G-Dragon subsequently liked a supportive social media post following the controversy. Chinese fans interpreted the action as escalation, illustrating that passive social media behavior now carries the same reputational weight as formal statements.
Industry Responses Range From Apology to Preemptive Strategy
The G-Dragon incident is not isolated. Chagee, the Chinese tea chain, issued a public apology after using "Lunar New Year" in its own communications, demonstrating that even domestic Chinese brands face the same terminology risk. Apple opted for "Chinese New Year" to avoid similar backlash.
By contrast, Prada's 2026 Lunar New Year campaign used Chinese Olympic athlete Ma Long as its brand ambassador, using national pride as a proactive risk management approach rather than responding to controversy after the fact.
Notably, no brand boycotts or endorsement severances emerged from the G-Dragon incident despite historical precedents where similar perceived slights triggered demands to cut celebrity-brand ties.

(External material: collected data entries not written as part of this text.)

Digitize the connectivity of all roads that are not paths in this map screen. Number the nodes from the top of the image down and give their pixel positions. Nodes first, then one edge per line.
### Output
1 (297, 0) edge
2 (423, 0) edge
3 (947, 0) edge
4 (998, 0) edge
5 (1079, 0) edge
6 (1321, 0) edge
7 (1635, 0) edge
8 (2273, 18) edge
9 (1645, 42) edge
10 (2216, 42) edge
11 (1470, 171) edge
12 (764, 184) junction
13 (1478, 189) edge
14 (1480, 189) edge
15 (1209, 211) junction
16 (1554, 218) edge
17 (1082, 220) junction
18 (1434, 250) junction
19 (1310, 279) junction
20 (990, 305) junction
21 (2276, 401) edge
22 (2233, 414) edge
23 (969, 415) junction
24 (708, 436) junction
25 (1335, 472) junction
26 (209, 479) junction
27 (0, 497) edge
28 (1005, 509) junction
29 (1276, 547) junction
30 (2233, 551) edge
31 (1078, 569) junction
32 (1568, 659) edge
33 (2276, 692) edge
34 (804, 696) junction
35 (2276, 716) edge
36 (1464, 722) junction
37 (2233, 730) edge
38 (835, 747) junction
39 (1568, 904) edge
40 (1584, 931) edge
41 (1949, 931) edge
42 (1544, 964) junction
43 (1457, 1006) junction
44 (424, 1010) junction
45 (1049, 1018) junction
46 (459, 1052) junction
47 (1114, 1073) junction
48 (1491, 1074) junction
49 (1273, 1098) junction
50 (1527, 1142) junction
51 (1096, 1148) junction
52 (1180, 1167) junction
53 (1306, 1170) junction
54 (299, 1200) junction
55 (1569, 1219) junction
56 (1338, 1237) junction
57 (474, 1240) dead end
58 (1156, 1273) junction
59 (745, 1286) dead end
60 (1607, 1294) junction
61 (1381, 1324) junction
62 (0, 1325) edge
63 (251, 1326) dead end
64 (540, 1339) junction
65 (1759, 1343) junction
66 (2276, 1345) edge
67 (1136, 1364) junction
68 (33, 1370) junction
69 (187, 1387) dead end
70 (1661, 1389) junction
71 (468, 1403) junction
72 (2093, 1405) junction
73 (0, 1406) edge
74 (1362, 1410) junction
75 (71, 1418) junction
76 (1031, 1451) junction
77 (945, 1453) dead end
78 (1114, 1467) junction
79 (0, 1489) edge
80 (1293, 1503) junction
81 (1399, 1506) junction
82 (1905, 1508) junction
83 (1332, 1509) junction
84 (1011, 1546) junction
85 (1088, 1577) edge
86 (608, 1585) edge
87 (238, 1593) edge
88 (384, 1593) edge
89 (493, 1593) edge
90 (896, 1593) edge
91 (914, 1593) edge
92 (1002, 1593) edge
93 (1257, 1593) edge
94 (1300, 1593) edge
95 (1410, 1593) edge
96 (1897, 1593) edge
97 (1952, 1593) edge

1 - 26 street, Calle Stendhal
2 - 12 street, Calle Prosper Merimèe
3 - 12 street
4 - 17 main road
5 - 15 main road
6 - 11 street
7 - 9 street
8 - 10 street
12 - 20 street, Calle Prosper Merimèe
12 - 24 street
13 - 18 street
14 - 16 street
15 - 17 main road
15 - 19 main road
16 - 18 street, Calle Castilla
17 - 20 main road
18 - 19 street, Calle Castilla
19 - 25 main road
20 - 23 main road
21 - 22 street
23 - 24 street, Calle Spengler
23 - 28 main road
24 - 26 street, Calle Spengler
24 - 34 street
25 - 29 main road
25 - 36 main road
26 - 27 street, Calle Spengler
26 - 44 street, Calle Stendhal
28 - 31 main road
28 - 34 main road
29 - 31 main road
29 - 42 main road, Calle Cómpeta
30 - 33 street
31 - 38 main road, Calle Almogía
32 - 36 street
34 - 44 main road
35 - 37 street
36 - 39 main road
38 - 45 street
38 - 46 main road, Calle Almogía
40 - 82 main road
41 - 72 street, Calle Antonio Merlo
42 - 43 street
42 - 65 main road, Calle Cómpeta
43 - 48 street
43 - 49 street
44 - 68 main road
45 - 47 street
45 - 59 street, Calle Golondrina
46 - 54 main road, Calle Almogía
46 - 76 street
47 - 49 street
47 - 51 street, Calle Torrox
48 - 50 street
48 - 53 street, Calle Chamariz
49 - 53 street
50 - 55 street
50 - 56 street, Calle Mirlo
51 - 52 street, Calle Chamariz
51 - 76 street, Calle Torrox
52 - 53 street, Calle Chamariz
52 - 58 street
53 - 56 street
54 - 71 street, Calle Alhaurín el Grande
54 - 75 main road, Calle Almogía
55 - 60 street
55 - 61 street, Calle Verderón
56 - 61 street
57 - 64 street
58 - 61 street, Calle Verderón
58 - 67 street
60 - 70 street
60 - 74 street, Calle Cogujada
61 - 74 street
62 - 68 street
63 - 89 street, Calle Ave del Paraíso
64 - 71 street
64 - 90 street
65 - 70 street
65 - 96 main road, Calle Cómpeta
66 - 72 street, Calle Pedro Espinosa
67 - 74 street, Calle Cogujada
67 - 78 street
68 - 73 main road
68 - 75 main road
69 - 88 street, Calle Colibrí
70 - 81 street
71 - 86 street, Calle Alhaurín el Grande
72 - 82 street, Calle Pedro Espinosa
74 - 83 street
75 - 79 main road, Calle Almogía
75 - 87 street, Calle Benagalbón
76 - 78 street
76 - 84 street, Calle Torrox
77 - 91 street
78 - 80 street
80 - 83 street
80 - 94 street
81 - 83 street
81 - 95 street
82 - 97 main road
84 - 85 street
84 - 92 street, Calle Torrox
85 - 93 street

Professor Seo Kyung-duk, an academic commentator on the controversy, stated that "Lunar New Year is a pan-Asian tradition observed across multiple countries, and Chinese claims that the term is disrespectful are groundless." China's own Ministry of Foreign Affairs has also used "Lunar New Year" in official communications, creating an internal inconsistency within the nationalist argument.
Galaxy Corporation Faces Scrutiny Over Crisis Handling
G-Dragon founded Galaxy Corporation after leaving YG Entertainment in 2023. The agency's handling of the Dubai incident drew scrutiny from industry observers. An unnamed industry insider, cited in coverage of a separate MAMA Awards controversy in late 2025, criticized Galaxy Corporation as "inexperienced in management."
That MAMA Awards dispute added a second simultaneous crisis. On December 1, 2025, Galaxy Corporation issued a formal statement explaining that G-Dragon revised his performance plan last-minute out of respect for a Hong Kong fire that killed 44 people, and donated HK$1 million (~US$128,000) to relief efforts.
The overlapping controversies highlight that entertainment brands operating across Asian markets must now manage multiple, simultaneous reputational issues across different markets and platforms.
Digital Platforms Accelerate Terminology Disputes
The speed of the backlash reflects the dominance of short-video platforms in Chinese consumer culture. Douyin accounted for 77.6% of festive sales channels during the Lunar New Year period, making it the primary platform where brand sentiment forms and disputes go viral quickly.
The incident also sits within a longer geopolitical framework. The THAAD missile defense dispute in 2016 established precedents for K-pop market restrictions in China, with group activities remaining limited nearly a decade later. The G-Dragon controversy occurred within that existing structural fragility, not as a standalone event.
Galaxy Corporation has not issued a public statement specifically addressing the February 2025 terminology dispute.